__What is being asked__
Write out the entries exactly. None of the pictures should appear in the copy.
--- Data for processing Enclosed Below ---
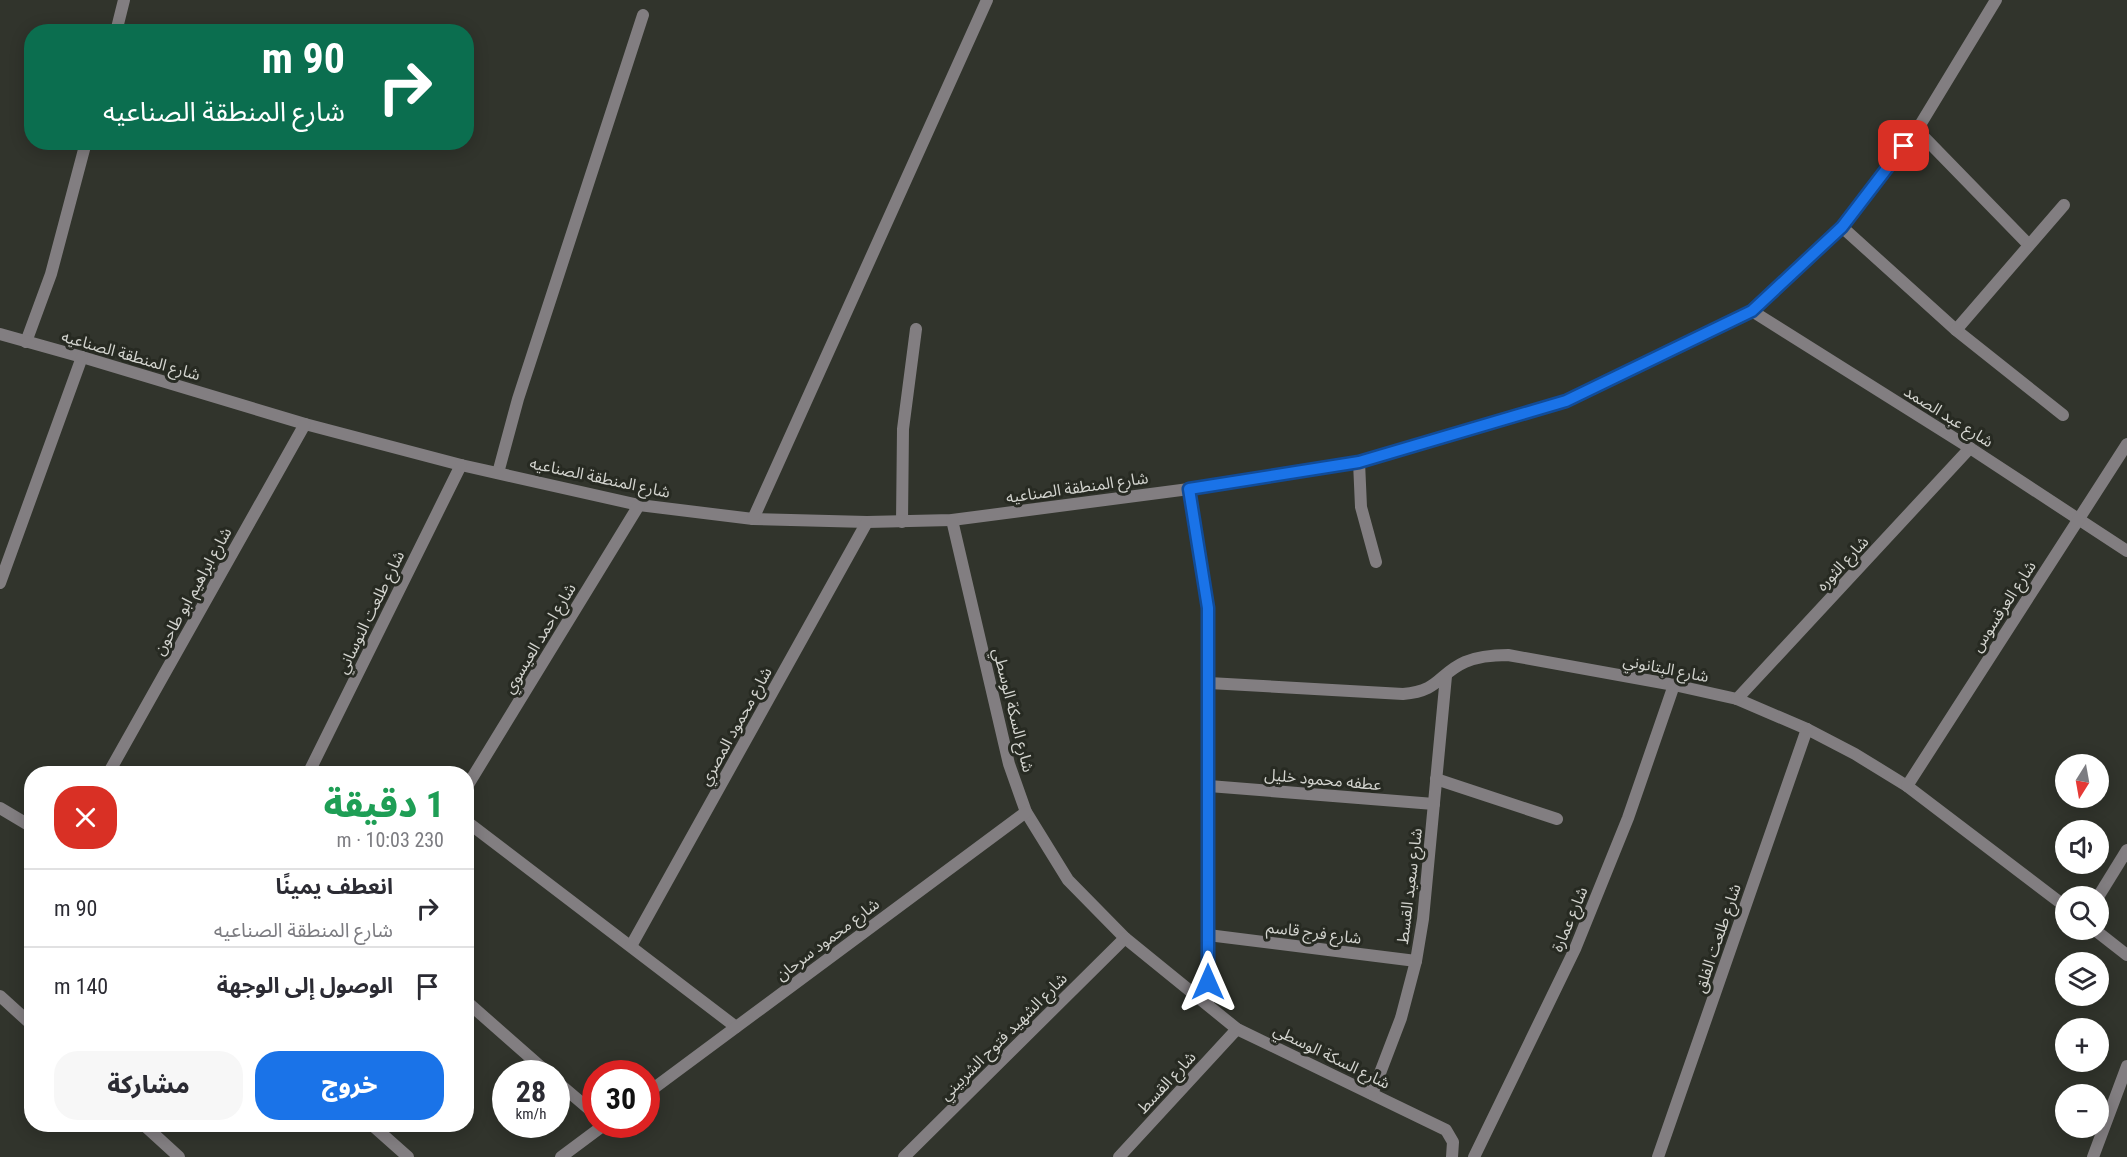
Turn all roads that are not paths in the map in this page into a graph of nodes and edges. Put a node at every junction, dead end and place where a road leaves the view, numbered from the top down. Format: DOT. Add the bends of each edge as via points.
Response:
graph roads {
  1 [pos="124,0"];
  2 [pos="987,0"];
  3 [pos="1996,0"];
  4 [pos="643,15"];
  5 [pos="118,24"];
  6 [pos="1917,130"];
  7 [pos="84,150"];
  8 [pos="2064,206"];
  9 [pos="1842,227"];
  10 [pos="2029,245"];
  11 [pos="1752,311"];
  12 [pos="916,329"];
  13 [pos="1956,330"];
  14 [pos="0,334"];
  15 [pos="26,342"];
  16 [pos="82,357"];
  17 [pos="2063,415"];
  18 [pos="305,424"];
  19 [pos="2127,444"];
  20 [pos="1970,448"];
  21 [pos="1359,462"];
  22 [pos="461,465"];
  23 [pos="498,473"];
  24 [pos="1189,489"];
  25 [pos="639,505"];
  26 [pos="753,519"];
  27 [pos="2078,519"];
  28 [pos="952,520"];
  29 [pos="867,522"];
  30 [pos="902,522"];
  31 [pos="2127,551"];
  32 [pos="1376,562"];
  33 [pos="0,583"];
  34 [pos="1446,675"];
  35 [pos="1209,683"];
  36 [pos="1674,685"];
  37 [pos="1737,699"];
  38 [pos="1807,729"];
  39 [pos="113,766"];
  40 [pos="312,766"];
  41 [pos="474,775"];
  42 [pos="1436,779"];
  43 [pos="1209,786"];
  44 [pos="1907,786"];
  45 [pos="1434,804"];
  46 [pos="0,807"];
  47 [pos="1026,812"];
  48 [pos="1557,819"];
  49 [pos="24,823"];
  50 [pos="474,827"];
  51 [pos="2127,850"];
  52 [pos="2105,886"];
  53 [pos="2055,900"];
  54 [pos="1208,934"];
  55 [pos="1125,938"];
  56 [pos="2108,940"];
  57 [pos="631,946"];
  58 [pos="2127,955"];
  59 [pos="1416,962"];
  60 [pos="0,996"];
  61 [pos="1208,1005"];
  62 [pos="474,1008"];
  63 [pos="24,1017"];
  64 [pos="736,1027"];
  65 [pos="1237,1029"];
  66 [pos="533,1060"];
  67 [pos="2127,1066"];
  68 [pos="660,1084"];
  69 [pos="570,1093"];
  70 [pos="1372,1094"];
  71 [pos="582,1103"];
  72 [pos="152,1132"];
  73 [pos="380,1132"];
  74 [pos="587,1138"];
  75 [pos="179,1157"];
  76 [pos="408,1157"];
  77 [pos="561,1157"];
  78 [pos="904,1157"];
  79 [pos="1119,1157"];
  80 [pos="1452,1157"];
  81 [pos="1474,1157"];
  82 [pos="1658,1157"];
  83 [pos="2093,1157"];
  1 -- 5 [label="street"];
  2 -- 26 [label="street"];
  3 -- 6 [label="street, شارع المنطقة الصناعيه"];
  4 -- 23 [label="street" via="518,399"];
  6 -- 9 [label="street, شارع المنطقة الصناعيه"];
  6 -- 10 [label="street"];
  7 -- 15 [label="street" via="51,274"];
  8 -- 10 [label="street"];
  9 -- 11 [label="street, شارع المنطقة الصناعيه"];
  9 -- 13 [label="street"];
  10 -- 13 [label="street"];
  11 -- 20 [label="street, شارع عبد الصمد"];
  11 -- 21 [label="street, شارع المنطقة الصناعيه" via="1566,401"];
  12 -- 30 [label="street" via="903,429"];
  13 -- 17 [label="street"];
  14 -- 15 [label="street, شارع المنطقة الصناعيه"];
  15 -- 16 [label="street, شارع المنطقة الصناعيه"];
  16 -- 18 [label="street, شارع المنطقة الصناعيه"];
  16 -- 33 [label="street"];
  18 -- 22 [label="street, شارع المنطقة الصناعيه"];
  18 -- 39 [label="street, شارع ابراهيم ابو طاحون"];
  19 -- 27 [label="street, شارع العرقسوس"];
  20 -- 27 [label="street, شارع عبد الصمد"];
  20 -- 37 [label="street, شارع الثوره"];
  21 -- 24 [label="street, شارع المنطقة الصناعيه"];
  21 -- 32 [label="street" via="1361,507"];
  22 -- 23 [label="street, شارع المنطقة الصناعيه"];
  22 -- 40 [label="street, شارع طلعت النوساني"];
  23 -- 25 [label="street, شارع المنطقة الصناعيه"];
  24 -- 28 [label="street, شارع المنطقة الصناعيه"];
  24 -- 35 [label="street" via="1208,608"];
  25 -- 26 [label="street, شارع المنطقة الصناعيه"];
  25 -- 41 [label="street, شارع احمد العيسوي"];
  26 -- 29 [label="street, شارع المنطقة الصناعيه"];
  27 -- 31 [label="street, شارع عبد الصمد"];
  27 -- 44 [label="street, شارع العرقسوس"];
  28 -- 30 [label="street, شارع المنطقة الصناعيه"];
  28 -- 47 [label="street, شارع السكة الوسطي" via="1008,764"];
  29 -- 30 [label="street, شارع المنطقة الصناعيه"];
  29 -- 57 [label="street, شارع محمود المصري"];
  34 -- 35 [label="street, شارع البتانوني" via="1419,693 1403,694"];
  34 -- 36 [label="street, شارع البتانوني" via="1464,662 1508,655"];
  34 -- 42 [label="street, شارع سعيد القسط"];
  35 -- 43 [label="street"];
  36 -- 37 [label="street, شارع البتانوني"];
  36 -- 81 [label="street, شارع عمارة" via="1628,818 1575,949"];
  37 -- 38 [label="street, شارع البتانوني"];
  38 -- 44 [label="street, شارع البتانوني"];
  38 -- 82 [label="street, شارع طلعت الفلق"];
  42 -- 45 [label="street, شارع سعيد القسط"];
  42 -- 48 [label="street"];
  43 -- 45 [label="street, عطفه محمود خليل"];
  43 -- 54 [label="street"];
  44 -- 53 [label="street, شارع البتانوني"];
  45 -- 59 [label="street, شارع سعيد القسط"];
  46 -- 49 [label="street"];
  47 -- 55 [label="street, شارع السكة الوسطي" via="1068,880"];
  47 -- 64 [label="street, شارع محمود سرحان"];
  50 -- 57 [label="street"];
  51 -- 52 [label="street"];
  54 -- 59 [label="street, شارع فرج قاسم"];
  54 -- 61 [label="street"];
  55 -- 61 [label="street, شارع السكة الوسطي"];
  55 -- 78 [label="street, شارع الشهيد فتوح الشربيني"];
  56 -- 58 [label="street"];
  57 -- 64 [label="street"];
  59 -- 70 [label="street, شارع سعيد القسط" via="1401,1018"];
  60 -- 63 [label="street"];
  61 -- 65 [label="street, شارع السكة الوسطي"];
  62 -- 66 [label="street"];
  64 -- 68 [label="street, شارع محمود سرحان"];
  65 -- 70 [label="street, شارع السكة الوسطي"];
  65 -- 79 [label="street, شارع القسط"];
  67 -- 83 [label="street"];
  69 -- 71 [label="street"];
  70 -- 80 [label="street, شارع السكة الوسطي" via="1446,1130 1453,1142"];
  72 -- 75 [label="street"];
  73 -- 76 [label="street"];
  74 -- 77 [label="street"];
}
--- End of Enclosed Data for processing ---
__Result for this task__
Turn all roads that are not paths in the map in this page into a graph of nodes and edges. Put a node at every junction, dead end and place where a road leaves the view, numbered from the top down. Format: DOT. Add the bends of each edge as via points.
Response:
graph roads {
  1 [pos="124,0"];
  2 [pos="987,0"];
  3 [pos="1996,0"];
  4 [pos="643,15"];
  5 [pos="118,24"];
  6 [pos="1917,130"];
  7 [pos="84,150"];
  8 [pos="2064,206"];
  9 [pos="1842,227"];
  10 [pos="2029,245"];
  11 [pos="1752,311"];
  12 [pos="916,329"];
  13 [pos="1956,330"];
  14 [pos="0,334"];
  15 [pos="26,342"];
  16 [pos="82,357"];
  17 [pos="2063,415"];
  18 [pos="305,424"];
  19 [pos="2127,444"];
  20 [pos="1970,448"];
  21 [pos="1359,462"];
  22 [pos="461,465"];
  23 [pos="498,473"];
  24 [pos="1189,489"];
  25 [pos="639,505"];
  26 [pos="753,519"];
  27 [pos="2078,519"];
  28 [pos="952,520"];
  29 [pos="867,522"];
  30 [pos="902,522"];
  31 [pos="2127,551"];
  32 [pos="1376,562"];
  33 [pos="0,583"];
  34 [pos="1446,675"];
  35 [pos="1209,683"];
  36 [pos="1674,685"];
  37 [pos="1737,699"];
  38 [pos="1807,729"];
  39 [pos="113,766"];
  40 [pos="312,766"];
  41 [pos="474,775"];
  42 [pos="1436,779"];
  43 [pos="1209,786"];
  44 [pos="1907,786"];
  45 [pos="1434,804"];
  46 [pos="0,807"];
  47 [pos="1026,812"];
  48 [pos="1557,819"];
  49 [pos="24,823"];
  50 [pos="474,827"];
  51 [pos="2127,850"];
  52 [pos="2105,886"];
  53 [pos="2055,900"];
  54 [pos="1208,934"];
  55 [pos="1125,938"];
  56 [pos="2108,940"];
  57 [pos="631,946"];
  58 [pos="2127,955"];
  59 [pos="1416,962"];
  60 [pos="0,996"];
  61 [pos="1208,1005"];
  62 [pos="474,1008"];
  63 [pos="24,1017"];
  64 [pos="736,1027"];
  65 [pos="1237,1029"];
  66 [pos="533,1060"];
  67 [pos="2127,1066"];
  68 [pos="660,1084"];
  69 [pos="570,1093"];
  70 [pos="1372,1094"];
  71 [pos="582,1103"];
  72 [pos="152,1132"];
  73 [pos="380,1132"];
  74 [pos="587,1138"];
  75 [pos="179,1157"];
  76 [pos="408,1157"];
  77 [pos="561,1157"];
  78 [pos="904,1157"];
  79 [pos="1119,1157"];
  80 [pos="1452,1157"];
  81 [pos="1474,1157"];
  82 [pos="1658,1157"];
  83 [pos="2093,1157"];
  1 -- 5 [label="street"];
  2 -- 26 [label="street"];
  3 -- 6 [label="street, شارع المنطقة الصناعيه"];
  4 -- 23 [label="street" via="518,399"];
  6 -- 9 [label="street, شارع المنطقة الصناعيه"];
  6 -- 10 [label="street"];
  7 -- 15 [label="street" via="51,274"];
  8 -- 10 [label="street"];
  9 -- 11 [label="street, شارع المنطقة الصناعيه"];
  9 -- 13 [label="street"];
  10 -- 13 [label="street"];
  11 -- 20 [label="street, شارع عبد الصمد"];
  11 -- 21 [label="street, شارع المنطقة الصناعيه" via="1566,401"];
  12 -- 30 [label="street" via="903,429"];
  13 -- 17 [label="street"];
  14 -- 15 [label="street, شارع المنطقة الصناعيه"];
  15 -- 16 [label="street, شارع المنطقة الصناعيه"];
  16 -- 18 [label="street, شارع المنطقة الصناعيه"];
  16 -- 33 [label="street"];
  18 -- 22 [label="street, شارع المنطقة الصناعيه"];
  18 -- 39 [label="street, شارع ابراهيم ابو طاحون"];
  19 -- 27 [label="street, شارع العرقسوس"];
  20 -- 27 [label="street, شارع عبد الصمد"];
  20 -- 37 [label="street, شارع الثوره"];
  21 -- 24 [label="street, شارع المنطقة الصناعيه"];
  21 -- 32 [label="street" via="1361,507"];
  22 -- 23 [label="street, شارع المنطقة الصناعيه"];
  22 -- 40 [label="street, شارع طلعت النوساني"];
  23 -- 25 [label="street, شارع المنطقة الصناعيه"];
  24 -- 28 [label="street, شارع المنطقة الصناعيه"];
  24 -- 35 [label="street" via="1208,608"];
  25 -- 26 [label="street, شارع المنطقة الصناعيه"];
  25 -- 41 [label="street, شارع احمد العيسوي"];
  26 -- 29 [label="street, شارع المنطقة الصناعيه"];
  27 -- 31 [label="street, شارع عبد الصمد"];
  27 -- 44 [label="street, شارع العرقسوس"];
  28 -- 30 [label="street, شارع المنطقة الصناعيه"];
  28 -- 47 [label="street, شارع السكة الوسطي" via="1008,764"];
  29 -- 30 [label="street, شارع المنطقة الصناعيه"];
  29 -- 57 [label="street, شارع محمود المصري"];
  34 -- 35 [label="street, شارع البتانوني" via="1419,693 1403,694"];
  34 -- 36 [label="street, شارع البتانوني" via="1464,662 1508,655"];
  34 -- 42 [label="street, شارع سعيد القسط"];
  35 -- 43 [label="street"];
  36 -- 37 [label="street, شارع البتانوني"];
  36 -- 81 [label="street, شارع عمارة" via="1628,818 1575,949"];
  37 -- 38 [label="street, شارع البتانوني"];
  38 -- 44 [label="street, شارع البتانوني"];
  38 -- 82 [label="street, شارع طلعت الفلق"];
  42 -- 45 [label="street, شارع سعيد القسط"];
  42 -- 48 [label="street"];
  43 -- 45 [label="street, عطفه محمود خليل"];
  43 -- 54 [label="street"];
  44 -- 53 [label="street, شارع البتانوني"];
  45 -- 59 [label="street, شارع سعيد القسط"];
  46 -- 49 [label="street"];
  47 -- 55 [label="street, شارع السكة الوسطي" via="1068,880"];
  47 -- 64 [label="street, شارع محمود سرحان"];
  50 -- 57 [label="street"];
  51 -- 52 [label="street"];
  54 -- 59 [label="street, شارع فرج قاسم"];
  54 -- 61 [label="street"];
  55 -- 61 [label="street, شارع السكة الوسطي"];
  55 -- 78 [label="street, شارع الشهيد فتوح الشربيني"];
  56 -- 58 [label="street"];
  57 -- 64 [label="street"];
  59 -- 70 [label="street, شارع سعيد القسط" via="1401,1018"];
  60 -- 63 [label="street"];
  61 -- 65 [label="street, شارع السكة الوسطي"];
  62 -- 66 [label="street"];
  64 -- 68 [label="street, شارع محمود سرحان"];
  65 -- 70 [label="street, شارع السكة الوسطي"];
  65 -- 79 [label="street, شارع القسط"];
  67 -- 83 [label="street"];
  69 -- 71 [label="street"];
  70 -- 80 [label="street, شارع السكة الوسطي" via="1446,1130 1453,1142"];
  72 -- 75 [label="street"];
  73 -- 76 [label="street"];
  74 -- 77 [label="street"];
}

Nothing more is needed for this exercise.